**WORK TO BE COMPLETED**
All of the entries below need to be repeated exactly.

**DATA**
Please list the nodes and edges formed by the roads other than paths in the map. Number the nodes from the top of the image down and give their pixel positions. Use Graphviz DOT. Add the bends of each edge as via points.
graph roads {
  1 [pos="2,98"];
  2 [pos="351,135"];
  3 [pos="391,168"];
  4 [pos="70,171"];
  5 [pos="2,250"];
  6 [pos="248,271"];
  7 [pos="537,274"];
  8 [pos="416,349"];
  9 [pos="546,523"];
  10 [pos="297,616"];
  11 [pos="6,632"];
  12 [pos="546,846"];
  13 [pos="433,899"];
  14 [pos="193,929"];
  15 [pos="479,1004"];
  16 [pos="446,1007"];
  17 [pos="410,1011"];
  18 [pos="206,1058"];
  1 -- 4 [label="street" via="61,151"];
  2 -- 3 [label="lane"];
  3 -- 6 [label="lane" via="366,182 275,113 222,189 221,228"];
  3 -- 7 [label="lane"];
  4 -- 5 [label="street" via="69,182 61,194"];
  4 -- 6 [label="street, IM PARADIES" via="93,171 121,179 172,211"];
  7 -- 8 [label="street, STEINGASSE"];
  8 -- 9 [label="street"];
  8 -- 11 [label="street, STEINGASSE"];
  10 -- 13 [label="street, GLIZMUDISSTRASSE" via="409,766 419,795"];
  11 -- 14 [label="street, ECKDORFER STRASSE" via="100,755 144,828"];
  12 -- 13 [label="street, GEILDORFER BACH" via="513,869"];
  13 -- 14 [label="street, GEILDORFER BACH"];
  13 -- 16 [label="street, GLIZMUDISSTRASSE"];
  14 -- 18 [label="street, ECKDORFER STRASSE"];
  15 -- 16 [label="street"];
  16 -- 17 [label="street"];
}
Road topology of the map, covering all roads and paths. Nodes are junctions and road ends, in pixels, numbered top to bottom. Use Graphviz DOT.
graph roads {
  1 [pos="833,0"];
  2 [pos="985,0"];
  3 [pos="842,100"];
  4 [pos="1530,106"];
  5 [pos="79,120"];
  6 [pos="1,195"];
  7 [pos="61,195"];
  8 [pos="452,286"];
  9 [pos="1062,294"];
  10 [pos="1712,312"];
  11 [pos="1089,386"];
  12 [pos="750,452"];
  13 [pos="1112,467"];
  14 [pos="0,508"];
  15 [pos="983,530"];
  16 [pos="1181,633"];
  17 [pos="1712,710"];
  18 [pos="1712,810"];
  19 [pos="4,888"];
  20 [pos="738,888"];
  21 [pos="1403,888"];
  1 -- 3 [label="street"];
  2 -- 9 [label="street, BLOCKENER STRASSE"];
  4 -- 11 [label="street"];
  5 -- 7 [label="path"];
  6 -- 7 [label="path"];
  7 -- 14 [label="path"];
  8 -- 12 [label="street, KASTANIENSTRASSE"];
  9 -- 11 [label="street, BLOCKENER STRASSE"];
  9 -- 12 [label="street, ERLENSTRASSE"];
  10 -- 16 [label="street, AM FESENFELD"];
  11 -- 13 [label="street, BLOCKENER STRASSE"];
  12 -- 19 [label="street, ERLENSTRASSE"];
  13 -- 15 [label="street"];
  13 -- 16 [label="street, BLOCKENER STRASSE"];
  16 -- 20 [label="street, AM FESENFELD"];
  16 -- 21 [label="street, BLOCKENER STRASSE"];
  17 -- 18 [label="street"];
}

**WRITTEN ANSWER**
Please list the nodes and edges formed by the roads other than paths in the map. Number the nodes from the top of the image down and give their pixel positions. Use Graphviz DOT. Add the bends of each edge as via points.
graph roads {
  1 [pos="2,98"];
  2 [pos="351,135"];
  3 [pos="391,168"];
  4 [pos="70,171"];
  5 [pos="2,250"];
  6 [pos="248,271"];
  7 [pos="537,274"];
  8 [pos="416,349"];
  9 [pos="546,523"];
  10 [pos="297,616"];
  11 [pos="6,632"];
  12 [pos="546,846"];
  13 [pos="433,899"];
  14 [pos="193,929"];
  15 [pos="479,1004"];
  16 [pos="446,1007"];
  17 [pos="410,1011"];
  18 [pos="206,1058"];
  1 -- 4 [label="street" via="61,151"];
  2 -- 3 [label="lane"];
  3 -- 6 [label="lane" via="366,182 275,113 222,189 221,228"];
  3 -- 7 [label="lane"];
  4 -- 5 [label="street" via="69,182 61,194"];
  4 -- 6 [label="street, IM PARADIES" via="93,171 121,179 172,211"];
  7 -- 8 [label="street, STEINGASSE"];
  8 -- 9 [label="street"];
  8 -- 11 [label="street, STEINGASSE"];
  10 -- 13 [label="street, GLIZMUDISSTRASSE" via="409,766 419,795"];
  11 -- 14 [label="street, ECKDORFER STRASSE" via="100,755 144,828"];
  12 -- 13 [label="street, GEILDORFER BACH" via="513,869"];
  13 -- 14 [label="street, GEILDORFER BACH"];
  13 -- 16 [label="street, GLIZMUDISSTRASSE"];
  14 -- 18 [label="street, ECKDORFER STRASSE"];
  15 -- 16 [label="street"];
  16 -- 17 [label="street"];
}
Road topology of the map, covering all roads and paths. Nodes are junctions and road ends, in pixels, numbered top to bottom. Use Graphviz DOT.
graph roads {
  1 [pos="833,0"];
  2 [pos="985,0"];
  3 [pos="842,100"];
  4 [pos="1530,106"];
  5 [pos="79,120"];
  6 [pos="1,195"];
  7 [pos="61,195"];
  8 [pos="452,286"];
  9 [pos="1062,294"];
  10 [pos="1712,312"];
  11 [pos="1089,386"];
  12 [pos="750,452"];
  13 [pos="1112,467"];
  14 [pos="0,508"];
  15 [pos="983,530"];
  16 [pos="1181,633"];
  17 [pos="1712,710"];
  18 [pos="1712,810"];
  19 [pos="4,888"];
  20 [pos="738,888"];
  21 [pos="1403,888"];
  1 -- 3 [label="street"];
  2 -- 9 [label="street, BLOCKENER STRASSE"];
  4 -- 11 [label="street"];
  5 -- 7 [label="path"];
  6 -- 7 [label="path"];
  7 -- 14 [label="path"];
  8 -- 12 [label="street, KASTANIENSTRASSE"];
  9 -- 11 [label="street, BLOCKENER STRASSE"];
  9 -- 12 [label="street, ERLENSTRASSE"];
  10 -- 16 [label="street, AM FESENFELD"];
  11 -- 13 [label="street, BLOCKENER STRASSE"];
  12 -- 19 [label="street, ERLENSTRASSE"];
  13 -- 15 [label="street"];
  13 -- 16 [label="street, BLOCKENER STRASSE"];
  16 -- 20 [label="street, AM FESENFELD"];
  16 -- 21 [label="street, BLOCKENER STRASSE"];
  17 -- 18 [label="street"];
}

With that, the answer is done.